Reproduce every line in the listing that contains the word "Joaquín".

Data listing:
_ _ _ _ _
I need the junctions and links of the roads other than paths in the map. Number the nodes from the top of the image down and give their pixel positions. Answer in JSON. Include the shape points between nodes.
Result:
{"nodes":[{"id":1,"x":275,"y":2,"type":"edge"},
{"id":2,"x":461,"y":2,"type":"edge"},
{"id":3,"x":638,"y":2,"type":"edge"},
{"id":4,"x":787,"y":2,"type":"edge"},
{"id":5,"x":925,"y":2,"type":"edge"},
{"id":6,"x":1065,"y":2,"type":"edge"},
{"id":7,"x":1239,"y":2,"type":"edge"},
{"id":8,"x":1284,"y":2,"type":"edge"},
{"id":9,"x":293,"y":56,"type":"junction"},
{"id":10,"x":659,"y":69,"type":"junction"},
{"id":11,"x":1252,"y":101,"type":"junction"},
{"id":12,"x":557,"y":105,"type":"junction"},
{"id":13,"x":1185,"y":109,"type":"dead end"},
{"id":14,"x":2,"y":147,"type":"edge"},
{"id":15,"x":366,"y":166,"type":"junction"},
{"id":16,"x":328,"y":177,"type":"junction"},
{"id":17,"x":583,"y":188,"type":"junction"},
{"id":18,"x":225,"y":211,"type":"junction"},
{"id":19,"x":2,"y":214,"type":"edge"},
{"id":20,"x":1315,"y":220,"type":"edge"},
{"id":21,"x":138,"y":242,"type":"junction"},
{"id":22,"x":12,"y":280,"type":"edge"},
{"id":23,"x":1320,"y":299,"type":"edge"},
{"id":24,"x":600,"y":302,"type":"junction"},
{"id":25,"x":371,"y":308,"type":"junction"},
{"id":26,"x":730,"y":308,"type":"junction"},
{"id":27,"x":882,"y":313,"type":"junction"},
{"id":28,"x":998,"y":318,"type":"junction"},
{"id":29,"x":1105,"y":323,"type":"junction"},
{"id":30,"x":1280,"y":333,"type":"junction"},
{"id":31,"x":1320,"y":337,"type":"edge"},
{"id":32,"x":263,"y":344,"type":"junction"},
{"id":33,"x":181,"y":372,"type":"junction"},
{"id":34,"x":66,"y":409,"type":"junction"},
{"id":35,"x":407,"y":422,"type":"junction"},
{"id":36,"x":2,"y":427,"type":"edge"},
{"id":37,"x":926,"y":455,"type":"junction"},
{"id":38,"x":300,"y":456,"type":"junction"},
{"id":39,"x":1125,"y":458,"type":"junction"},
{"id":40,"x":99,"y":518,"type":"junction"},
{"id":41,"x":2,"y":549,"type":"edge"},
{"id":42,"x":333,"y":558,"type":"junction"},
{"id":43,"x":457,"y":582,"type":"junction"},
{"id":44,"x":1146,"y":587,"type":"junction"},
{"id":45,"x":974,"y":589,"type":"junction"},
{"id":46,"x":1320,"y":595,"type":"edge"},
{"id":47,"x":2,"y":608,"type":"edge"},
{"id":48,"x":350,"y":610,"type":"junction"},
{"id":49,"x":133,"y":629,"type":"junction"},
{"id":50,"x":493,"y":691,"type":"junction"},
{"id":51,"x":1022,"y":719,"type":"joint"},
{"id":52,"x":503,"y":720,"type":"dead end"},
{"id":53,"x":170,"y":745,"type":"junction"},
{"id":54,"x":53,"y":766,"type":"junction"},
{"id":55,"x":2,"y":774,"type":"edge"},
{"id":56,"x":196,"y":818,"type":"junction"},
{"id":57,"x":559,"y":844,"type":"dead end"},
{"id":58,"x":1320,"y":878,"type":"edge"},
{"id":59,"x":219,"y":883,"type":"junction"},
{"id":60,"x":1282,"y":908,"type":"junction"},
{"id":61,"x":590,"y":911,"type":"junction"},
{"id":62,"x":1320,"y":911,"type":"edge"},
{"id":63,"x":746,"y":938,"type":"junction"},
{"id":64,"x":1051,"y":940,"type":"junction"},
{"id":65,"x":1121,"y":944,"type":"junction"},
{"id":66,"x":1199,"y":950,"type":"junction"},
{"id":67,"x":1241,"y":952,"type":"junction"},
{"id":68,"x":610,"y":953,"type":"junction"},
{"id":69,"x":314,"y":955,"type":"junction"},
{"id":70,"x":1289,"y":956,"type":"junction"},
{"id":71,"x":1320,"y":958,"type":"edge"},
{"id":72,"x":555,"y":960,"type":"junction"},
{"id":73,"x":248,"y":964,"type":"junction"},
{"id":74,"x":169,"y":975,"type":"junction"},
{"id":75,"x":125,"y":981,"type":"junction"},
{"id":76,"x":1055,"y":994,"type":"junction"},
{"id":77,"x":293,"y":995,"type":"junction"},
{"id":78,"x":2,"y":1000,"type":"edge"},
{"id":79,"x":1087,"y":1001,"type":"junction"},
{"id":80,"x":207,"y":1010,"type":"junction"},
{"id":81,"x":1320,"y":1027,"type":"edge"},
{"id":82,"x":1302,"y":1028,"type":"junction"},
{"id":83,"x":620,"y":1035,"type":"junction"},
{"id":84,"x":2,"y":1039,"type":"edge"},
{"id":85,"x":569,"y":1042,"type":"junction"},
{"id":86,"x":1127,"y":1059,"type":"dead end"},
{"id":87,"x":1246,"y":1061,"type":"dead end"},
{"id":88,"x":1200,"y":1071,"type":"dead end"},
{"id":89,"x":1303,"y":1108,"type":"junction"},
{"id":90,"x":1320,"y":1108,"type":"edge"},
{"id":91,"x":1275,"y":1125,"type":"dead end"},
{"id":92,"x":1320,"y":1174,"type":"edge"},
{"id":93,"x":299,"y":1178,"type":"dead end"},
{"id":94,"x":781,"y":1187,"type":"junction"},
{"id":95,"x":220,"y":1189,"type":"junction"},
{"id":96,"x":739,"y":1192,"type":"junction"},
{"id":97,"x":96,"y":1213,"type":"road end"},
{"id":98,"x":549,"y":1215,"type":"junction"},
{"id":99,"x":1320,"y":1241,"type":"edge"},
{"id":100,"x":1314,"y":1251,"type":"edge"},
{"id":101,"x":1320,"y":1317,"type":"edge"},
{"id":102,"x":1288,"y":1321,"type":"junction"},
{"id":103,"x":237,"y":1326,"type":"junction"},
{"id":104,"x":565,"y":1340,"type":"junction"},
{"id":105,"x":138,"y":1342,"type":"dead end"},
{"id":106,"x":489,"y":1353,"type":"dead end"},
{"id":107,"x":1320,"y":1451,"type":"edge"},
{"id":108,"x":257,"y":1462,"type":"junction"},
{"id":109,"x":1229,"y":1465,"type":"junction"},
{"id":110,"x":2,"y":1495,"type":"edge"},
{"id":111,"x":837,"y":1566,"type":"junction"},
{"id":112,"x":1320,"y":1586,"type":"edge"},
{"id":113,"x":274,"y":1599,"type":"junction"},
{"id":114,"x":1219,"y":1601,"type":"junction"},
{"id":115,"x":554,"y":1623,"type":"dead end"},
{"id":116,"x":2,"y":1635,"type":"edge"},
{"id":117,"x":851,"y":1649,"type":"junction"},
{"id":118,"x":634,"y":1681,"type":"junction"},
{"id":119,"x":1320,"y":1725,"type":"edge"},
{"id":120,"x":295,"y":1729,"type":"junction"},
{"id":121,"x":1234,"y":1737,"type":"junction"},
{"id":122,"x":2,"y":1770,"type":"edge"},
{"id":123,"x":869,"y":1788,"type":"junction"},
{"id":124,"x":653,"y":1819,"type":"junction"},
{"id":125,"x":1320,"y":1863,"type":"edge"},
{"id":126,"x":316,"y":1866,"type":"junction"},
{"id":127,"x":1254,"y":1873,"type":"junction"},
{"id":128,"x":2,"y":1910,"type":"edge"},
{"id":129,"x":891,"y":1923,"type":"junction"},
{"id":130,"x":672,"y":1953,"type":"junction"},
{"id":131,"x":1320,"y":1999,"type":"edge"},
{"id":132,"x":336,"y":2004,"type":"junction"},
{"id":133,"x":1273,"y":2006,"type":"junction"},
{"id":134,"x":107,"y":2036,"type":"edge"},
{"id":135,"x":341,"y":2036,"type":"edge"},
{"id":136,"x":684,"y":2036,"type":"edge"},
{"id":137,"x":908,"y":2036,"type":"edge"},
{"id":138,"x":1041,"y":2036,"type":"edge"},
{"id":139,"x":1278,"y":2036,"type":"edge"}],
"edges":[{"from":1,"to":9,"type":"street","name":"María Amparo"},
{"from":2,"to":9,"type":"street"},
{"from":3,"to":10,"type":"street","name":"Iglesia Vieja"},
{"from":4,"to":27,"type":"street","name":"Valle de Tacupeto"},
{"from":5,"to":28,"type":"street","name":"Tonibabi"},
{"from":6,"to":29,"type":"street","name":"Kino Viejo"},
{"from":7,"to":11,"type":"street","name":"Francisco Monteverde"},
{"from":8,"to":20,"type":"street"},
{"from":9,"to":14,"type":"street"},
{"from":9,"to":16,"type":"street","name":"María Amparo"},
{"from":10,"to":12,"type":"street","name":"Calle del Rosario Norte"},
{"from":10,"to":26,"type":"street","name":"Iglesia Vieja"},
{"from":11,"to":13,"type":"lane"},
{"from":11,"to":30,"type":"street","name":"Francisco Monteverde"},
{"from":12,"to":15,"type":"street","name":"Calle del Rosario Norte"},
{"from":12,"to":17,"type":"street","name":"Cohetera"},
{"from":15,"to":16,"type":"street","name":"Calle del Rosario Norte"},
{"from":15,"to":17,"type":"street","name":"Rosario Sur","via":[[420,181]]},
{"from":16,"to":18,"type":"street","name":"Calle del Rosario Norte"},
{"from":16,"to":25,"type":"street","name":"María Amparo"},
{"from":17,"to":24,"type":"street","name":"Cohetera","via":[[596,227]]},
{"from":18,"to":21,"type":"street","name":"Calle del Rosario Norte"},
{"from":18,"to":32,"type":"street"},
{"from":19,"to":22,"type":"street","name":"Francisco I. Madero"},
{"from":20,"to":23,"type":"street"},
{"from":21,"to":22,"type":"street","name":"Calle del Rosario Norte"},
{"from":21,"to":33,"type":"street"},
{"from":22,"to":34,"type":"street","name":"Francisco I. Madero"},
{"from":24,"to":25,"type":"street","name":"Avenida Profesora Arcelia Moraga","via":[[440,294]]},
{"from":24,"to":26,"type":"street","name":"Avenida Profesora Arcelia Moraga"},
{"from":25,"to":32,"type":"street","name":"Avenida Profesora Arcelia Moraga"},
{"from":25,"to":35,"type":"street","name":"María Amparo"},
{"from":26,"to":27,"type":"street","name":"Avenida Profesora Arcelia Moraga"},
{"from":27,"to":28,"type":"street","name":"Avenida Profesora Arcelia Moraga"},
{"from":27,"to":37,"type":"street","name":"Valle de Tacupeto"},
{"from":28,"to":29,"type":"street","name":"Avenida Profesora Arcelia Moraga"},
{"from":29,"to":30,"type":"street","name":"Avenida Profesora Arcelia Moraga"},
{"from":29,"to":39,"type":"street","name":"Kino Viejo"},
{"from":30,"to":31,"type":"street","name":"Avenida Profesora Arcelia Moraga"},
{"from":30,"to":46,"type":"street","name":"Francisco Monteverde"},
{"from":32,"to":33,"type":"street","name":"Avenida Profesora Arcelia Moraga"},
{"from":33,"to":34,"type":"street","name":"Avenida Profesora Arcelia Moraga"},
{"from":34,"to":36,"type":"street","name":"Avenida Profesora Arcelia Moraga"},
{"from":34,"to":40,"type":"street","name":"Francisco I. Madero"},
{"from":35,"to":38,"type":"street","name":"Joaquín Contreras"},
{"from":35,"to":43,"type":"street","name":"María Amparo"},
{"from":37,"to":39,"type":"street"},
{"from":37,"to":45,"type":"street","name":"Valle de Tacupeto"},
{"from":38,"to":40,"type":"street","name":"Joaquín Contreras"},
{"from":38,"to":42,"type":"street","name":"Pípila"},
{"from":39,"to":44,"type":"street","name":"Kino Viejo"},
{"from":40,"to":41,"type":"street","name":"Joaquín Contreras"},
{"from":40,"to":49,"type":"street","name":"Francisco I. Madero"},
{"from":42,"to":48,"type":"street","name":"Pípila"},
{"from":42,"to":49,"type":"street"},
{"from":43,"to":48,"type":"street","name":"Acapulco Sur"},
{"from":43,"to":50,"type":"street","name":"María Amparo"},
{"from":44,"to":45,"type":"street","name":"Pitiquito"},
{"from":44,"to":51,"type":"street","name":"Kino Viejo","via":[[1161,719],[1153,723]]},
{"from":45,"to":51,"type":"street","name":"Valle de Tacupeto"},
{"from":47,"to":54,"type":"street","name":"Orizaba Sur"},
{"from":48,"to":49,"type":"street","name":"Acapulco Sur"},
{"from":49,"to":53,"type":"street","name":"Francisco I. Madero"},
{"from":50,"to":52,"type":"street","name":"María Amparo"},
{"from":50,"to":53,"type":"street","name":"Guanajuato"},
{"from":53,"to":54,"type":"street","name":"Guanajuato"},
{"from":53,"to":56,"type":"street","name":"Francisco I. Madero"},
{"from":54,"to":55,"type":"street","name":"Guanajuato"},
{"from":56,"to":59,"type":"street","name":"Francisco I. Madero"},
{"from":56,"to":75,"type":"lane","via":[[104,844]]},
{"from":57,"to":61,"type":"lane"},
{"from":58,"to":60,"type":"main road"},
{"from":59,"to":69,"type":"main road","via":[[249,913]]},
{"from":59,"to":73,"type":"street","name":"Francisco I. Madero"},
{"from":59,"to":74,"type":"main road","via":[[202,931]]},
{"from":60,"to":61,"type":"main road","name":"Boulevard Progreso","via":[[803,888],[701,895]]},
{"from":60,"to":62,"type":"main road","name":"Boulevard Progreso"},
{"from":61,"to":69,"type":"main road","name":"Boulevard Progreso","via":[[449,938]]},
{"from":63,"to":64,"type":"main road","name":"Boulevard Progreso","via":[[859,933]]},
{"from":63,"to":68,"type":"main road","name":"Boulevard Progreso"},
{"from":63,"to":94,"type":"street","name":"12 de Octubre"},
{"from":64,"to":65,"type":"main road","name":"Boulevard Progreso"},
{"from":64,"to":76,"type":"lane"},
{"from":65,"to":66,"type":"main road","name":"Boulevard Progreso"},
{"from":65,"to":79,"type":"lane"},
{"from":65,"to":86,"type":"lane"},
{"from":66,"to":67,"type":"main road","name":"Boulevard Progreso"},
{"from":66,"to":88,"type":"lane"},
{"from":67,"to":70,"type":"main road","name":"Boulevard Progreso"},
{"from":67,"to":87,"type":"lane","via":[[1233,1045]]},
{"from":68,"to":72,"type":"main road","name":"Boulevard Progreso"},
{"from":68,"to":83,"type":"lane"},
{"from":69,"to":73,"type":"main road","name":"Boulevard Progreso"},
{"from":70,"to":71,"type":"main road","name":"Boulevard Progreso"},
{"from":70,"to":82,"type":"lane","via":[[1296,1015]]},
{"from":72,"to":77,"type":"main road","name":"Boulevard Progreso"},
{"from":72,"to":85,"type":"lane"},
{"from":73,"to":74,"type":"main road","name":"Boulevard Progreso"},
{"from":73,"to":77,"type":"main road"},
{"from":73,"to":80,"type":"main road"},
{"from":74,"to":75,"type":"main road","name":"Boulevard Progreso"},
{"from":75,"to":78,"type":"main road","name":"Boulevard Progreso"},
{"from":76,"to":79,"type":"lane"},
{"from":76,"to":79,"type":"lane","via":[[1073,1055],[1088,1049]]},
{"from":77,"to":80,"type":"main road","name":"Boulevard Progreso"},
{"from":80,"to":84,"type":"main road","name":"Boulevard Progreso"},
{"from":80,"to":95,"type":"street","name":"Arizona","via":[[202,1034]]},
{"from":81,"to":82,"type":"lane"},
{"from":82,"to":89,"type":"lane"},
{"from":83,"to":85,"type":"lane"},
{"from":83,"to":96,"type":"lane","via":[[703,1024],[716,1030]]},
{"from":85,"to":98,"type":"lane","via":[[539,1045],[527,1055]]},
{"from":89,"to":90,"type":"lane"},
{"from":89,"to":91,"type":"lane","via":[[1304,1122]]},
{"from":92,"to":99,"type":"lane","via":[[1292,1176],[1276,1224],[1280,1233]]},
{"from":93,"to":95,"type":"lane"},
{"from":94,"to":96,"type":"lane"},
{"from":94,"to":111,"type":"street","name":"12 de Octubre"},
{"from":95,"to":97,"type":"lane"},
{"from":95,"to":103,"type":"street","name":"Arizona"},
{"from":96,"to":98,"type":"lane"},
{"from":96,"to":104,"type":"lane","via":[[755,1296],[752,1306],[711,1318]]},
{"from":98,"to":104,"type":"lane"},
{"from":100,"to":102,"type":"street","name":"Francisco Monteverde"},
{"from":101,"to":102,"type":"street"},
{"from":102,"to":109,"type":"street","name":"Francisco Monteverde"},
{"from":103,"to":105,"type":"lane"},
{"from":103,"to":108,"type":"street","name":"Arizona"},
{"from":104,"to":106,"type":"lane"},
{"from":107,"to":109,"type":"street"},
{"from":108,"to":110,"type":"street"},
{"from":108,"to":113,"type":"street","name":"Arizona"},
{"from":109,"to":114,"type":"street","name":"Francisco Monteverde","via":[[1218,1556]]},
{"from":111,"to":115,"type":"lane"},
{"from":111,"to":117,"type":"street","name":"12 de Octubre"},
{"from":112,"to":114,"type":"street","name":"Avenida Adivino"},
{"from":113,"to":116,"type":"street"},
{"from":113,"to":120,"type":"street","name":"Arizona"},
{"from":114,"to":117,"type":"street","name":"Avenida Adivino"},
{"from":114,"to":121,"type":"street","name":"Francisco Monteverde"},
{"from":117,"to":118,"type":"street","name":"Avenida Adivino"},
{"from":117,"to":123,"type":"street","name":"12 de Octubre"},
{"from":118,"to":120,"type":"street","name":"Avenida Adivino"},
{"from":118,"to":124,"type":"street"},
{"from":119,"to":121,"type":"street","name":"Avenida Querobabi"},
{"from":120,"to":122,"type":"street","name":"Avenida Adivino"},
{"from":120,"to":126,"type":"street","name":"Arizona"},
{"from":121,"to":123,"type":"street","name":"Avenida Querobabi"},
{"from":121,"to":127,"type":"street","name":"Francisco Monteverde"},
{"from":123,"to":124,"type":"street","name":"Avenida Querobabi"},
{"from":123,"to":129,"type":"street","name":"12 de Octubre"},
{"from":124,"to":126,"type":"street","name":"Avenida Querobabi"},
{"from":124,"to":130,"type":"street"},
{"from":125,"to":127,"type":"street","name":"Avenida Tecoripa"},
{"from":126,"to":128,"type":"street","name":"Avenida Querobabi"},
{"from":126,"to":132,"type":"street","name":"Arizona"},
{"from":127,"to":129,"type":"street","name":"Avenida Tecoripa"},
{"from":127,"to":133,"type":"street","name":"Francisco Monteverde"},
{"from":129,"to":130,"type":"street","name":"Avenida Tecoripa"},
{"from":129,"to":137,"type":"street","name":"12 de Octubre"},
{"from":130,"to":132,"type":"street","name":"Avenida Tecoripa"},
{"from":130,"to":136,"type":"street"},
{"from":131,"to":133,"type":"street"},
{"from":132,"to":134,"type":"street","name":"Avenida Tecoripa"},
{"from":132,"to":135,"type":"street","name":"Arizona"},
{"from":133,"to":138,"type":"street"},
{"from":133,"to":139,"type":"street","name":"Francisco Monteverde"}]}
_ _ _ _ _
Written solution:
{"from":35,"to":38,"type":"street","name":"Joaquín Contreras"},
{"from":38,"to":40,"type":"street","name":"Joaquín Contreras"},
{"from":40,"to":41,"type":"street","name":"Joaquín Contreras"},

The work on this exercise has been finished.